FACTS1 AND PROCEDURAL BACKGROUND

¶2 Mother and Father married in November 1999 and have two minor children. In December 2017, Mother petitioned for dissolution. The parties represented themselves during the initial dissolution proceedings, and the court entered a default decree ("Decree"). Filed simultaneously with the Decree was a parenting plan, signed by both parents, that they prepared using a court-provided form ("Parenting Plan"). The court adopted the Parenting Plan's terms as part of the Decree. The Parenting Plan provisions relevant to this appeal are as follows:

¶3 Approximately one year after the divorce, Father joined The Church of Jesus Christ of Latter-day Saints ("Father's Church"), and the children occasionally joined him at meetings. After Mother learned the children were accompanying Father to his church, she petitioned to enforce the Parenting Plan, claiming Father's Church is not Christian. Mother also asserted other violations of the Parenting Plan.

¶4 The superior court held two hearings on the enforcement petition. During the second hearing, Mother called a youth ministry leader from her church to testify that Father's Church is not Christian. After taking the matter under advisement, the superior court held that the Parenting Plan directs that "the Children shall only be instructed in the Christian faith" and that Father's Church was not "Christian" within the meaning of the Parenting Plan. For these reasons, the court held that Father could not take the children to Father's Church's services. The court also found that Father had violated other Parenting Plan provisions and granted Mother an award of attorney's fees.

¶5 Father appealed, and this court stayed the superior court's order.

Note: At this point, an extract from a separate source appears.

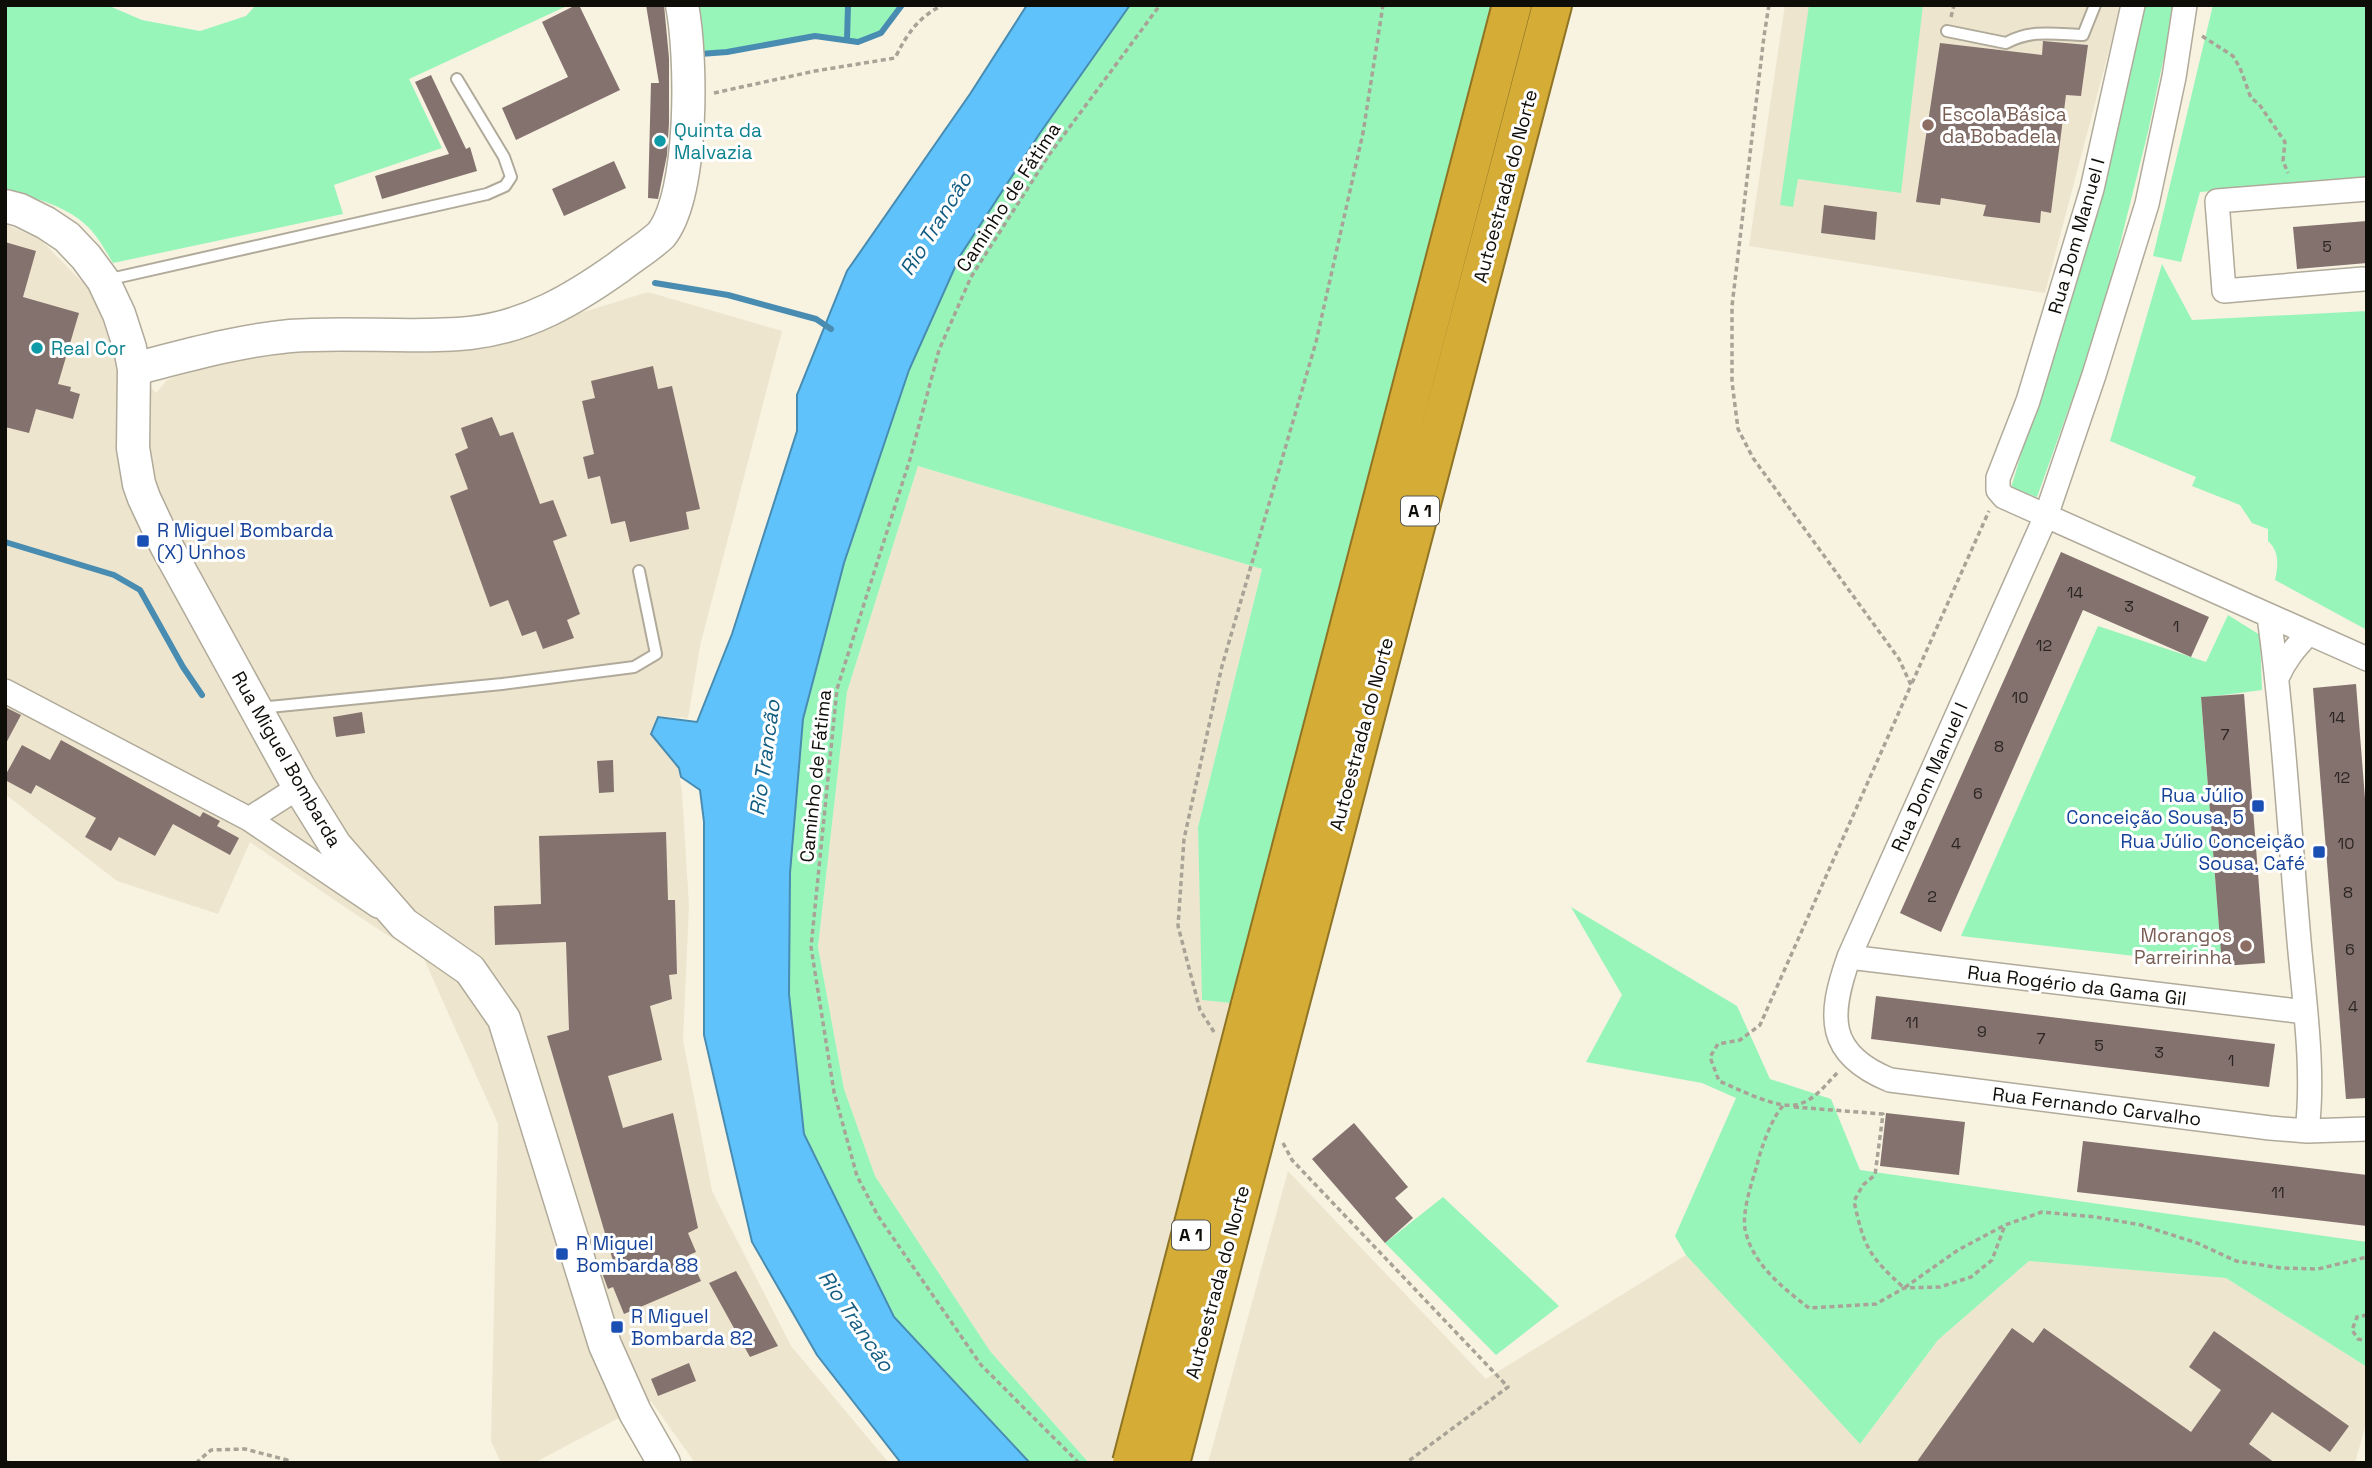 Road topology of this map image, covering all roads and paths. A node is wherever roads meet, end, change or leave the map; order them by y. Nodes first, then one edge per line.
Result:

We have jurisdiction under A.R.S. § 12-2101(A)(1).

DISCUSSION
A. The Reference to "Christian" in the Parenting Plan's Second Clause Did Not Abrogate Father's Right under the First Clause to Take the Children to a Place of Worship of Father's Choosing.

¶6 In Arizona, joint legal decision-making arrangements must address each parent's "rights and responsibilities" for the child's care and decisions regarding education, health care, and religious training. A.R.S. § 25-403.02(C)(1), (2). Courts are directed to adopt a parenting plan that is "[c]onsistent with the child's best interests." A.R.S. § 25-403.02(B). We review the interpretation of a parenting plan de novo . Jordan v. Rea , 221 Ariz. 581, 588, ¶ 15, 212 P.3d 919, 926 (App. 2009).

¶7 To interpret a parenting plan, we apply the general rules of construction for any written instrument.2 See Cohen v. Frey , 215 Ariz. 62, 66, ¶ 11, 157 P.3d 482, 486 (App. 2007) ("To interpret the decree, we apply the general rules of construction for any written instrument."). The court may use its contempt power to enforce an obligation only if the responsibility is "clear, specific and unambiguous." Munari v. Hotham , 217 Ariz. 599, 604, ¶ 22, 177 P.3d 860, 865 (App. 2008) (quoting Ex Parte Chambers , 898 S.W.2d 257, 260 (Tex. 1995) ). For that reason, we first determine whether the plan is ambiguous. See In re Marriage of Johnson & Gravino , 231 Ariz. 228, 233, ¶ 16, 293 P.3d 504, 509 (App. 2012). A document is ambiguous "only when [the language] can reasonably be construed to have more than one meaning." In re Estate of Lamparella , 210 Ariz. 246, 250, ¶ 21, 109 P.3d 959, 963 (App. 2005). "[W]hether ... language is reasonably susceptible to more than one interpretation ... is a question of law for the court." Id.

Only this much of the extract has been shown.